Abstract

▀ UK households are wealthier than ever, thanks to continued growth in house prices and a buoyant stock market. However, the nature and distribution of that wealth means that support for consumer spending from a ‘wealth effect’ is likely to be both small and less than in the past. ▀ In Q4 2016, households' holdings of owner‐occupied property and net holdings of financial assets amounted to £9.2tr, almost 8% up on the level a year earlier. This was equivalent to 719% of annual household gross disposable income, a near‐record high. ▀ A long‐established feature of economics is the concept of a ‘wealth effect’ – the premise that faced with rising wealth levels, households feel more comfortable and economically secure and hence spend more.

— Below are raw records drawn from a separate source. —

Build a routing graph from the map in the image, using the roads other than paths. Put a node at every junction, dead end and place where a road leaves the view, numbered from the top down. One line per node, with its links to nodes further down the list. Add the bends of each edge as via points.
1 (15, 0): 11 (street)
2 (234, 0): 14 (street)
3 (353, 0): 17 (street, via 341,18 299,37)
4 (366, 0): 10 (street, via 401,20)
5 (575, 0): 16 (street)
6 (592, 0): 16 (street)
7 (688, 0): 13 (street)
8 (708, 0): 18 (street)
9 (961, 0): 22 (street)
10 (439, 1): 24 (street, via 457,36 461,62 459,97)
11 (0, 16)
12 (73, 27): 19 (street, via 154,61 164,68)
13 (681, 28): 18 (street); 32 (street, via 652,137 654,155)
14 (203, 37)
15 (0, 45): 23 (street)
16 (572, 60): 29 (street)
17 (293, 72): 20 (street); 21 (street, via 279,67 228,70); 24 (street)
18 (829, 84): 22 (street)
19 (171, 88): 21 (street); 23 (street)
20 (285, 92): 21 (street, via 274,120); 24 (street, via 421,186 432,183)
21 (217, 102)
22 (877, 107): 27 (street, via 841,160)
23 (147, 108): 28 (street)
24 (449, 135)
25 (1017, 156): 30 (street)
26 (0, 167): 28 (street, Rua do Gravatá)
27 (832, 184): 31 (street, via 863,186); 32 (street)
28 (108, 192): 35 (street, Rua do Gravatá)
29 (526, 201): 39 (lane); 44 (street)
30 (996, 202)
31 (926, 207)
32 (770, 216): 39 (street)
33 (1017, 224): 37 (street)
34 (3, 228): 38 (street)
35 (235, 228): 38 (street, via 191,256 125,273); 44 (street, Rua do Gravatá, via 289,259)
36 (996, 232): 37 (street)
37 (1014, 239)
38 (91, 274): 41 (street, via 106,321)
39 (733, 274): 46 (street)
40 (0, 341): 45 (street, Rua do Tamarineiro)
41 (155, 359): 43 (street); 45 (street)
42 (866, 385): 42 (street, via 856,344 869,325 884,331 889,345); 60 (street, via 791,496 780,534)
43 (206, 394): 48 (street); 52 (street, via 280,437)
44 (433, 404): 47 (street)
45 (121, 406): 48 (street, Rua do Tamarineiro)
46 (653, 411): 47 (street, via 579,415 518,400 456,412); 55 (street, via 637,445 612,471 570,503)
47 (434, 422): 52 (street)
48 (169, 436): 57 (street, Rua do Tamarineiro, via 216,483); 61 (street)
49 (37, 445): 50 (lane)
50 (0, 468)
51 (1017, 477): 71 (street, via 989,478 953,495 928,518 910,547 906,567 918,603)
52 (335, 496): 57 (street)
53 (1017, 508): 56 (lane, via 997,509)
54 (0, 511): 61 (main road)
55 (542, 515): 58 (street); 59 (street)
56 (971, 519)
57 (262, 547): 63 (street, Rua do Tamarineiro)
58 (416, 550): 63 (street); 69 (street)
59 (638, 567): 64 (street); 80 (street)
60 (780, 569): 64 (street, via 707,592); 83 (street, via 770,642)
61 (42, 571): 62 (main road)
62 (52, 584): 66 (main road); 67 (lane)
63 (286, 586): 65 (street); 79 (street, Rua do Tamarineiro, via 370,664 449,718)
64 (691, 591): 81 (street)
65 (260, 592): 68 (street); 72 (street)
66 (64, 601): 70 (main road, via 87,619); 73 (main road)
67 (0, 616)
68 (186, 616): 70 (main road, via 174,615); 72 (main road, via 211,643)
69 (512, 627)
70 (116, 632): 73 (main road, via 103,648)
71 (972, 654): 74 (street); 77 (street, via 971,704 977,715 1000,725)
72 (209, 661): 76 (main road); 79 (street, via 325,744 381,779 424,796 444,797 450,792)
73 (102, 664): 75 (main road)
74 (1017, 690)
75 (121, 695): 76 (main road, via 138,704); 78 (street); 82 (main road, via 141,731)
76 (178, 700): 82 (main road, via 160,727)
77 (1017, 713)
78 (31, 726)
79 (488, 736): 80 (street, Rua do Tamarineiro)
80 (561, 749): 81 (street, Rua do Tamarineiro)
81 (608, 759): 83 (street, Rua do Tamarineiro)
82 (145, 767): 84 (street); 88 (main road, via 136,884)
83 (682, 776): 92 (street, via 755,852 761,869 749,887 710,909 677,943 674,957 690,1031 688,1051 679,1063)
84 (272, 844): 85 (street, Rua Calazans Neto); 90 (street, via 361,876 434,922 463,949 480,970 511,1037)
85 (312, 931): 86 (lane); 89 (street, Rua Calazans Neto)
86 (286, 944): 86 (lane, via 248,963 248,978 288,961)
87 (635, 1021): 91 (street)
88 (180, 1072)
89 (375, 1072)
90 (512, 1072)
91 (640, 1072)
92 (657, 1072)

But the economic literature differs on how large this effect is. ▀ Our own Global Model suggests that the wealth effect is modest, with a 10% rise in wealth boosting consumer spending by only around 0.2%. One reason is that about half of financial wealth consists of highly illiquid assets in pension funds. But this component has recently been the biggest source of growth in wealth. ▀ Given differences in the propensity to consume out of income and wealth, the concentration of financial and housing assets among better‐off households will also act to neuter the size of any wealth effect. The wealthiest one percent of households hold around 20% of household wealth. But the bottom quartile owns only 1.5%. ▀ Meanwhile, the housing market has created an ever‐greater concentration of wealth. The share of households owning their own property fell from 71% to 63% in the decade to 2015. But the share of private renters more than doubled in the same period, from 9% to just over 19%. And the pre‐crisis appetite to finance consumption by borrowing against the value of property shows no sign of returning.